**Exercise**
Could you write out the data that follows, exactly and in full?

**Stored data entries**
########

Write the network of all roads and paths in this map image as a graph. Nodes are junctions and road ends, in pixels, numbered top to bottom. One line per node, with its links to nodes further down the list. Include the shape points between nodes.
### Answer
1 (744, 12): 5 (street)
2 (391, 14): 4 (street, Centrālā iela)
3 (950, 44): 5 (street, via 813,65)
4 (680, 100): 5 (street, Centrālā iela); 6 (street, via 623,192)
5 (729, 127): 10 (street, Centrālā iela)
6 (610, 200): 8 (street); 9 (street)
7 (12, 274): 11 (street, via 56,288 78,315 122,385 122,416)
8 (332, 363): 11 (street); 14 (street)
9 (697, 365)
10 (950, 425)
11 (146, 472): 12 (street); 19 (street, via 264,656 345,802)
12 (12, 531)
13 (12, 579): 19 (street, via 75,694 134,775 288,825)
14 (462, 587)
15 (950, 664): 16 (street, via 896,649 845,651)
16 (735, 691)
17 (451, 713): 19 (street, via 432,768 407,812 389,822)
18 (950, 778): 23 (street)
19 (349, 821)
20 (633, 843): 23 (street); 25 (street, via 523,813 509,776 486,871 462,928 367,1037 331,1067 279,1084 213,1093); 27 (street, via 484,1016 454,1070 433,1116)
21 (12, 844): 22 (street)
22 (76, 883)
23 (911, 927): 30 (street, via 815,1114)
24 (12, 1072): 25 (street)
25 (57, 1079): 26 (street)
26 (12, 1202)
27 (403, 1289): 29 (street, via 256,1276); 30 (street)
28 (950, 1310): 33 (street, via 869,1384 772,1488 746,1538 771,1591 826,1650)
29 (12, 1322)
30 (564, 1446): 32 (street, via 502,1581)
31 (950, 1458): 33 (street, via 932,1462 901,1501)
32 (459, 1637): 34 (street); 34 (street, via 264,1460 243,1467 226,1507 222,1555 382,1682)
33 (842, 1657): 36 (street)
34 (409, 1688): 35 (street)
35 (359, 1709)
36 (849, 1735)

########

**Exercise answer**
Write the network of all roads and paths in this map image as a graph. Nodes are junctions and road ends, in pixels, numbered top to bottom. One line per node, with its links to nodes further down the list. Include the shape points between nodes.
### Answer
1 (744, 12): 5 (street)
2 (391, 14): 4 (street, Centrālā iela)
3 (950, 44): 5 (street, via 813,65)
4 (680, 100): 5 (street, Centrālā iela); 6 (street, via 623,192)
5 (729, 127): 10 (street, Centrālā iela)
6 (610, 200): 8 (street); 9 (street)
7 (12, 274): 11 (street, via 56,288 78,315 122,385 122,416)
8 (332, 363): 11 (street); 14 (street)
9 (697, 365)
10 (950, 425)
11 (146, 472): 12 (street); 19 (street, via 264,656 345,802)
12 (12, 531)
13 (12, 579): 19 (street, via 75,694 134,775 288,825)
14 (462, 587)
15 (950, 664): 16 (street, via 896,649 845,651)
16 (735, 691)
17 (451, 713): 19 (street, via 432,768 407,812 389,822)
18 (950, 778): 23 (street)
19 (349, 821)
20 (633, 843): 23 (street); 25 (street, via 523,813 509,776 486,871 462,928 367,1037 331,1067 279,1084 213,1093); 27 (street, via 484,1016 454,1070 433,1116)
21 (12, 844): 22 (street)
22 (76, 883)
23 (911, 927): 30 (street, via 815,1114)
24 (12, 1072): 25 (street)
25 (57, 1079): 26 (street)
26 (12, 1202)
27 (403, 1289): 29 (street, via 256,1276); 30 (street)
28 (950, 1310): 33 (street, via 869,1384 772,1488 746,1538 771,1591 826,1650)
29 (12, 1322)
30 (564, 1446): 32 (street, via 502,1581)
31 (950, 1458): 33 (street, via 932,1462 901,1501)
32 (459, 1637): 34 (street); 34 (street, via 264,1460 243,1467 226,1507 222,1555 382,1682)
33 (842, 1657): 36 (street)
34 (409, 1688): 35 (street)
35 (359, 1709)
36 (849, 1735)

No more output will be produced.